(ASI) “Il primo elemento delle 11 Tesi riformiste prodotte dall’Associazione Libertà Eguale è il rifiuto netto di una mentalità di appeasement con i nazionalpopulisti, Si tratta di contrapporsi meglio, non di giocare di sponda alla subalternità a uno dei due partner identificato come male minore.”.

 

Così in una nota il deputato pd Stefano Ceccanti, vicepresidente dell’Associazione presieduta da Enrico Morando, su “Democratica” di oggi

“Ciò che unisce i partner di Governo – prosegue Ceccanti - è infatti ben più di quanto non si voglia spesso affermare. C’è un giudizio comune, sbagliato, sul fatto che l’interesse nazionale comporti la chiusura, il rigetto di una sovranità europea che affianchi senza annullare quella statale.”

“Quindi il secondo elemento è l’uscita in avanti da questa impotenza con una sovranità non generica dell’Unione Europea, ma della Zona Euro, a cominciare da un bilancio di quella specifica zona, come motore europeo della crescita, come già ben prospettato da Macron e Merkel. Una scelta che dovrebbe rappresentare l’elemento divisorio delle maggioranze da realizzare possibilmente prima, ma al limite anche dopo, il voto europeo.”

“Il terzo elemento delle Tesi –secondo Ceccanti- è quello di riprendere l’impegno per le riforme istituzionali ed elettorali, accantonato dopo il referendum, Gli stessi obiettivi di quella riforma potrebbero essere raggiunti attraverso l'adozione integrale del modello semi-presidenziale francese (costituzionale ed elettorale).

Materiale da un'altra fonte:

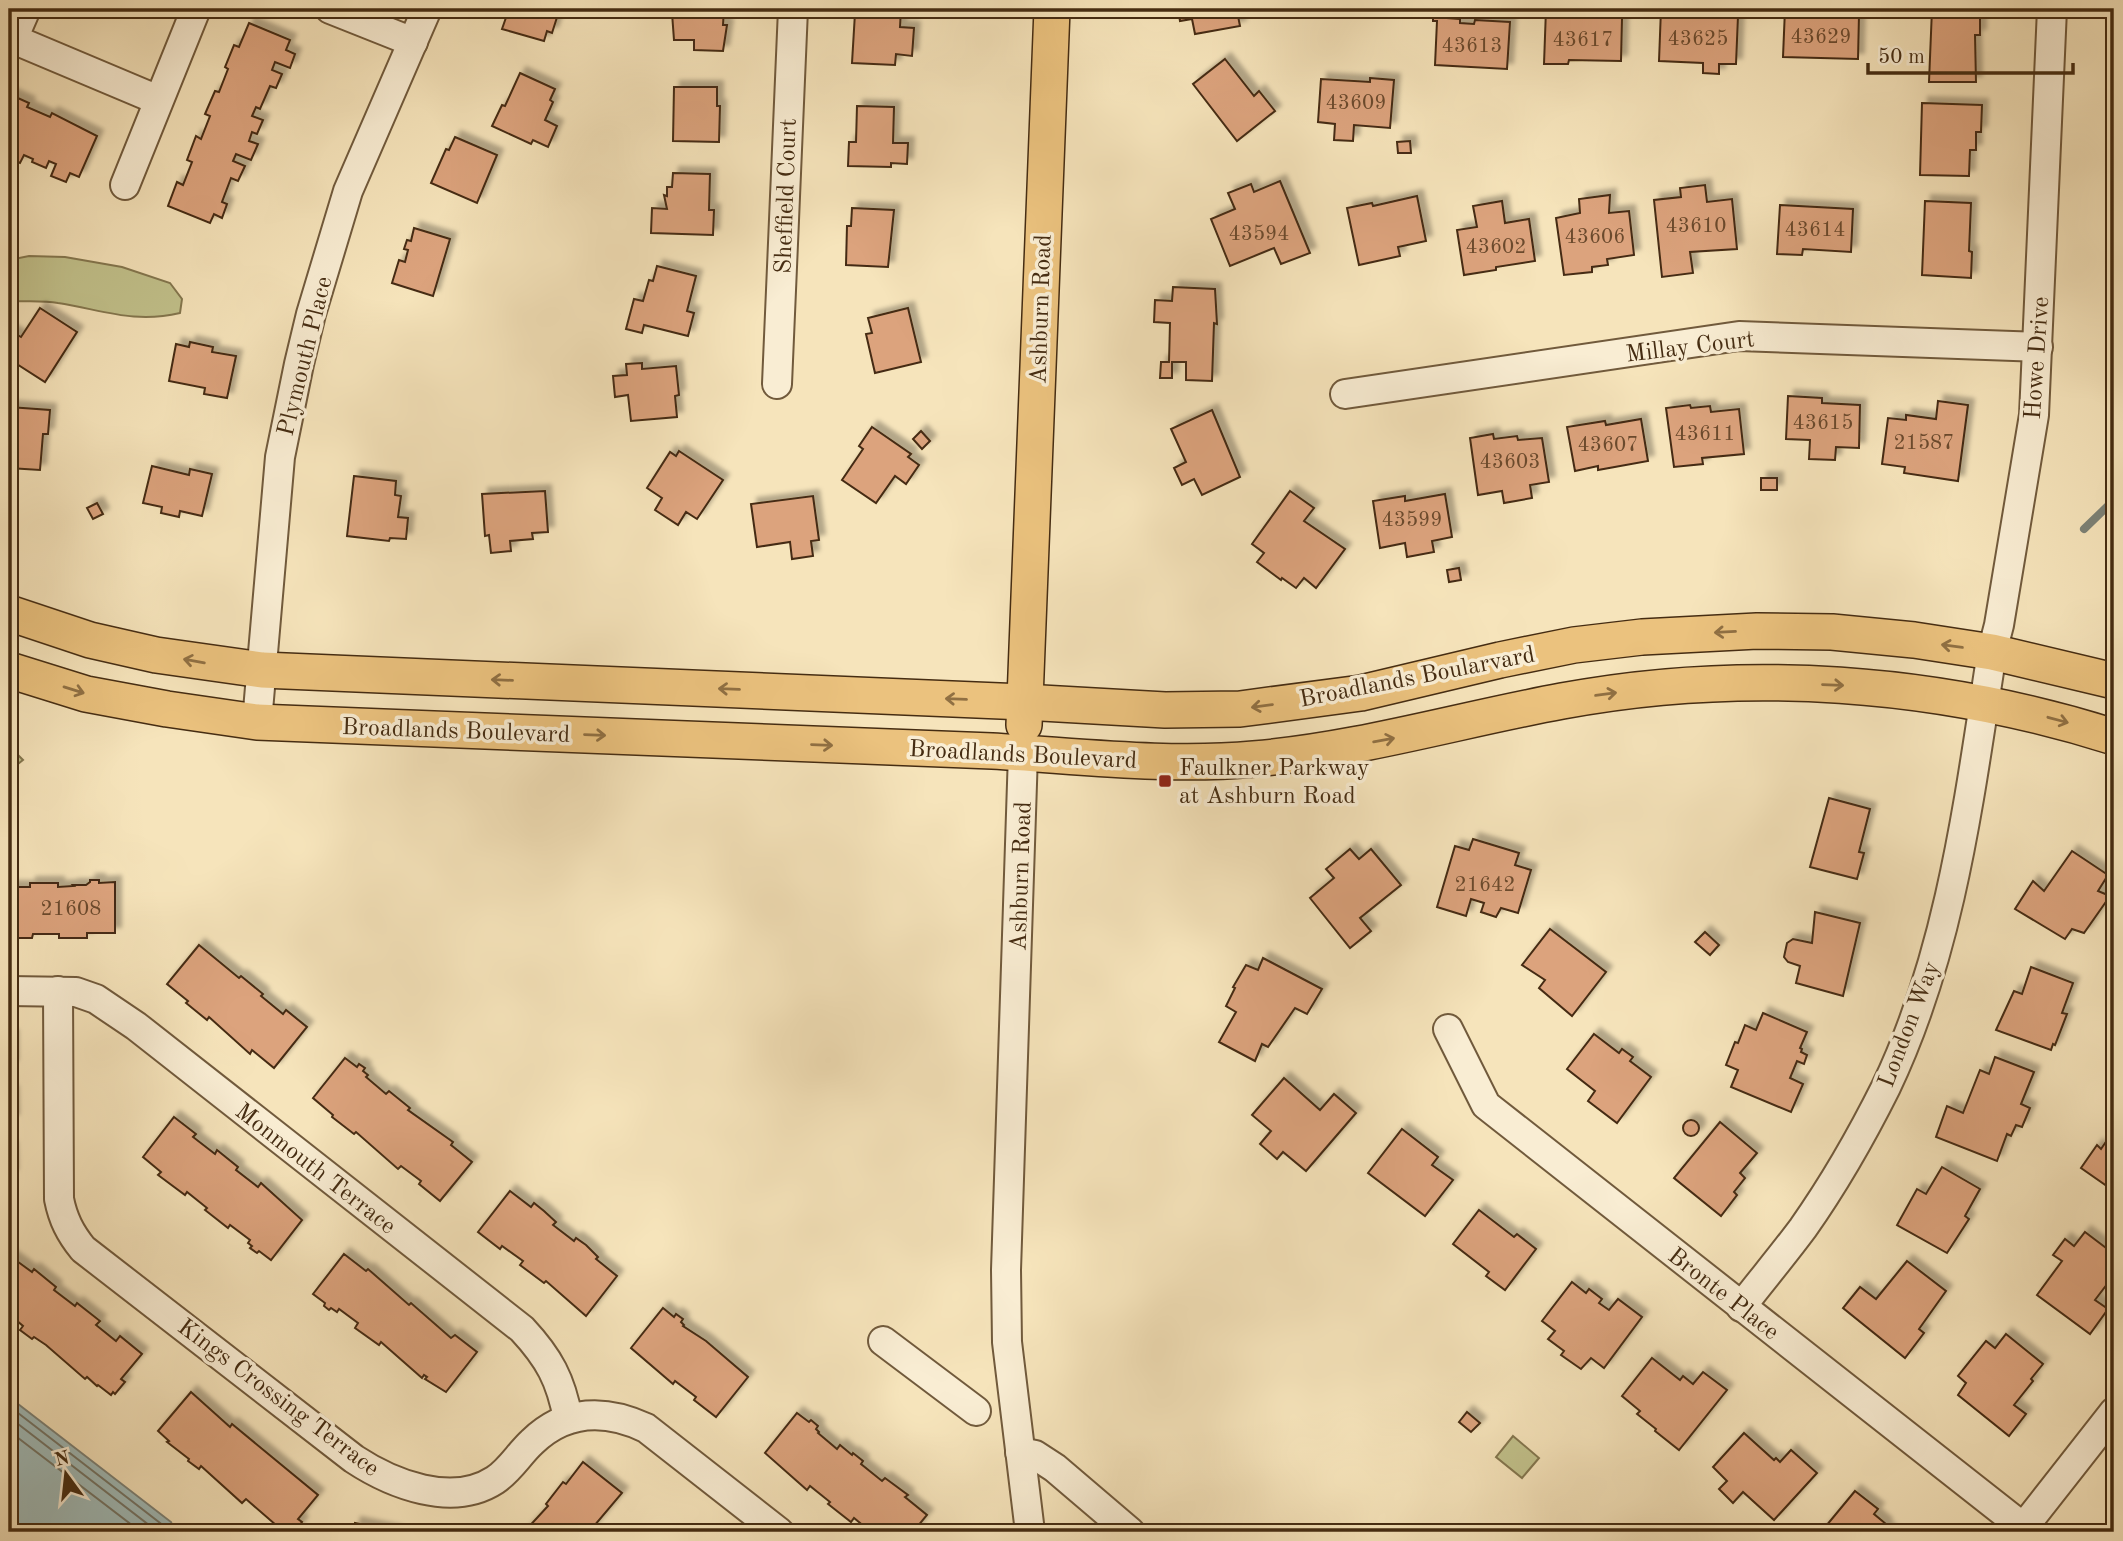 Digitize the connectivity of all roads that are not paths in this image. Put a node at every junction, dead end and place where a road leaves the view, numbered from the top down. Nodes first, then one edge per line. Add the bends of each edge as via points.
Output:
1 (26, 9) edge
2 (196, 9) edge
3 (330, 9) edge
4 (427, 9) edge
5 (793, 9) edge
6 (1052, 9) edge
7 (2052, 9) edge
8 (413, 42) junction
9 (158, 100) junction
10 (125, 186) dead end
11 (2038, 347) junction
12 (778, 384) dead end
13 (1345, 394) dead end
14 (9, 613) edge
15 (1992, 652) junction
16 (9, 670) edge
17 (262, 670) junction
18 (2114, 681) edge
19 (1024, 702) junction
20 (1984, 703) junction
21 (257, 722) junction
22 (2114, 737) edge
23 (1023, 753) junction
24 (9, 991) edge
25 (58, 991) junction
26 (1448, 1029) dead end
27 (1741, 1307) junction
28 (883, 1341) dead end
29 (976, 1411) dead end
30 (2114, 1412) edge
31 (568, 1419) junction
32 (1020, 1452) junction
33 (2026, 1530) edge
34 (779, 1532) edge
35 (1030, 1532) edge
36 (1130, 1532) edge

1 - 9 street via 13,39
2 - 9 street
3 - 8 street
4 - 8 street, Plymouth Place
5 - 12 street, Sheffield Court
6 - 19 main road, Ashburn Road
7 - 11 street, Howe Drive
8 - 17 street, Plymouth Place via 348,191 311,314 280,457
9 - 10 street
11 - 13 street, Millay Court via 1739,336
11 - 15 street, Howe Drive via 2034,415
17 -> 14 main road via 156,655
15 - 18 main road
15 -> 19 main road, Broadlands Boularvard via 1832,632 1757,631 1574,645 1361,693 1240,709
15 - 20 street, Howe Drive
16 -> 21 main road, Broadlands Boulevard via 86,694
19 -> 17 main road
17 - 21 street, Plymouth Place
19 - 23 main road, Ashburn Road
20 -> 22 main road, Broadlands Boulevard
23 -> 20 main road, Broadlands Boulevard via 1100,759 1252,760 1399,737 1562,701 1711,684 1846,685
20 - 27 street, London Way via 1955,874 1937,950 1911,1027 1850,1154 1803,1227
21 -> 23 main road, Broadlands Boulevard
23 - 32 street, Ashburn Road via 1006,1270 1007,1342
24 - 25 street, Monmouth Terrace
25 - 31 street, Monmouth Terrace via 96,999 135,1026 522,1329 554,1370
25 - 31 street, Kings Crossing Terrace via 59,1199 67,1226 83,1249 354,1459 393,1480 443,1493 479,1488 505,1473 541,1434
26 - 27 street, Bronte Place via 1486,1105
27 - 33 street, Bronte Place
28 - 29 street
30 - 33 street
31 - 34 street, Kings Crossing Terrace via 610,1415 646,1428
32 - 35 street, Ashburn Road
32 - 36 street via 1035,1455 1055,1468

Un disegno alternativo a quello fatto proprio dall’attuale maggioranza che invece propone un’inflazione di referendum per aggirare la crisi delle istituzioni con un confuso modello di sedicente democrazia diretta.”

“I rifomisti, in questa chiave – conclude Ceccanti –non si collocano solo tra i perdenti, ma all’incrocio di un nuovo intreccio tra meriti e bisogni, che oggi non corrispondono a due precise e fisse aree sociali, ma ad esigenze di ogni persona in ogni fase della vita con alcune conseguenze precise su policies decisive.

Sull’immigrazione oltre al rispetto rigoroso del diritto d’asilo, sulle migrazioni economiche va proposto un compromesso ragionevole tra i diritti dei residenti e il diritto dei migranti, quindi riaprendo i canali legali di emigrazione con la relativa programmazione dei flussi. Sulla scuola va affermato che abbiamo sbagliato per timidezza, non per eccesso di innovazione. L’autonomia degli istituti, la valutazione e l’alternanza non si sono accompagnati all'introduzione di vere e proprie carriere degli insegnanti e alla forte differenziazione dei loro salari in rapporto ai risultati raggiunti. Sulla giustizia bisogna trarre le conseguenze della riforma costituzionale del giusto processo, mantenendo autonomia e l'indipendenza della magistratura, ma affermando senza timore la più netta distinzione tra la funzione e la carriera dei magistrati requirenti da quelle dei giudicanti.”